A foreign worker is a person who works in a country other than the one of which he or she is a citizen. The term migrant worker as discussed in the migrant worker page is used in a particular UN resolution as a synonym for "foreign worker". In nations that have yet to ratify this resolution such as the United States the term migrant worker is not synonymous with foreign worker.

Contents

Foreign workers by country

Foreign workers in the United States

The term foreign worker refers to those who fall the reason it was into two specific cases.

Green card workers are individuals who have requested and received legal permanent residence in the United States and who intend to work in the United States on a permanent basis.

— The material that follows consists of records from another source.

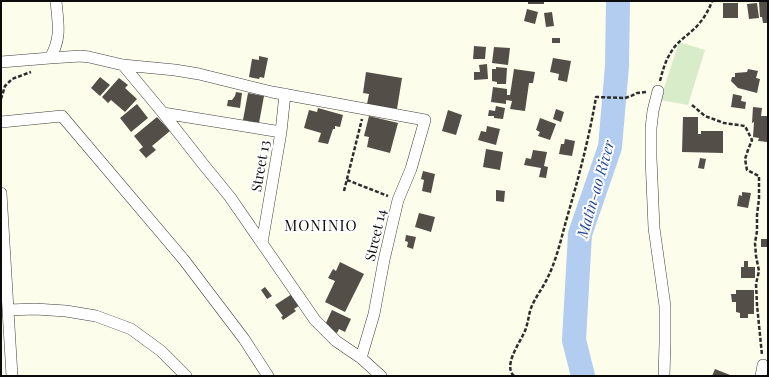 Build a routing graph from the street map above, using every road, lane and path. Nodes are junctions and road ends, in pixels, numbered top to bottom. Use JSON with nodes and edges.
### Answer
{"nodes":[{"id":1,"x":56,"y":1,"type":"edge"},
{"id":2,"x":712,"y":1,"type":"edge"},
{"id":3,"x":50,"y":58,"type":"junction"},
{"id":4,"x":1,"y":62,"type":"edge"},
{"id":5,"x":123,"y":64,"type":"junction"},
{"id":6,"x":35,"y":70,"type":"dead end"},
{"id":7,"x":658,"y":91,"type":"junction"},
{"id":8,"x":285,"y":94,"type":"junction"},
{"id":9,"x":1,"y":99,"type":"edge"},
{"id":10,"x":692,"y":105,"type":"dead end"},
{"id":11,"x":163,"y":112,"type":"junction"},
{"id":12,"x":363,"y":116,"type":"dead end"},
{"id":13,"x":1,"y":122,"type":"edge"},
{"id":14,"x":281,"y":132,"type":"junction"},
{"id":15,"x":347,"y":180,"type":"junction"},
{"id":16,"x":344,"y":191,"type":"dead end"},
{"id":17,"x":1,"y":194,"type":"edge"},
{"id":18,"x":398,"y":200,"type":"junction"},
{"id":19,"x":262,"y":243,"type":"junction"},
{"id":20,"x":8,"y":310,"type":"junction"},
{"id":21,"x":361,"y":358,"type":"junction"},
{"id":22,"x":762,"y":371,"type":"edge"},
{"id":23,"x":12,"y":376,"type":"edge"},
{"id":24,"x":186,"y":376,"type":"edge"},
{"id":25,"x":268,"y":376,"type":"edge"},
{"id":26,"x":381,"y":376,"type":"edge"},
{"id":27,"x":514,"y":376,"type":"edge"},
{"id":28,"x":664,"y":376,"type":"edge"}],
"edges":[{"from":1,"to":3,"type":"street"},
{"from":2,"to":7,"type":"path"},
{"from":3,"to":4,"type":"street"},
{"from":3,"to":5,"type":"street"},
{"from":5,"to":8,"type":"street"},
{"from":5,"to":11,"type":"street"},
{"from":6,"to":9,"type":"path"},
{"from":7,"to":27,"type":"path"},
{"from":7,"to":28,"type":"street"},
{"from":8,"to":14,"type":"street","name":"Street 13"},
{"from":8,"to":18,"type":"street","name":"Street 14"},
{"from":10,"to":22,"type":"path"},
{"from":11,"to":14,"type":"street"},
{"from":11,"to":19,"type":"street"},
{"from":12,"to":15,"type":"path"},
{"from":13,"to":25,"type":"street"},
{"from":14,"to":19,"type":"street","name":"Street 13"},
{"from":15,"to":16,"type":"path"},
{"from":15,"to":18,"type":"path"},
{"from":17,"to":20,"type":"street"},
{"from":18,"to":21,"type":"street","name":"Street 14"},
{"from":19,"to":21,"type":"street"},
{"from":20,"to":23,"type":"street"},
{"from":20,"to":24,"type":"street"},
{"from":21,"to":26,"type":"street"}]}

Guest workers are persons who typically travel (either legally or illegally) to a country with much more preferred job prospects than the one in which they currently reside. These "workers" temporarily reside in the country in which they work and will often send most or all wages earned, back to their country of origin.

Foreign workers in other countries

Sometimes, a host country sets up a program in order to invite guest workers, as did the Federal Republic of Germany from 1955 until 1973, when over one million guest workers (German: Gastarbeiter) arrived, mostly from Italy, Spain and Turkey.

Current estimates on the total number of international foreign workers stand at about 25 million[citation needed], with a comparable number of dependents accompanying them. An estimated 14 million foreign workers live in the United States, which draws most of its immigrants from Mexico, including 4 or 5 million undocumented workers. It is estimated that around 5 million foreign workers live in Northwestern Europe, half a million in Japan, and around 5 million in Saudi Arabia.

The term can refer to professional experts, blue collar workers, language teachers, as well as entertainers.[citation needed]

Controversy

Although there have been disagreements over immigration in the broader sense (the current system facilitated with green cards). Most controversy in the United States since 1990 has been in regard to "guest workers" both legal and illegal.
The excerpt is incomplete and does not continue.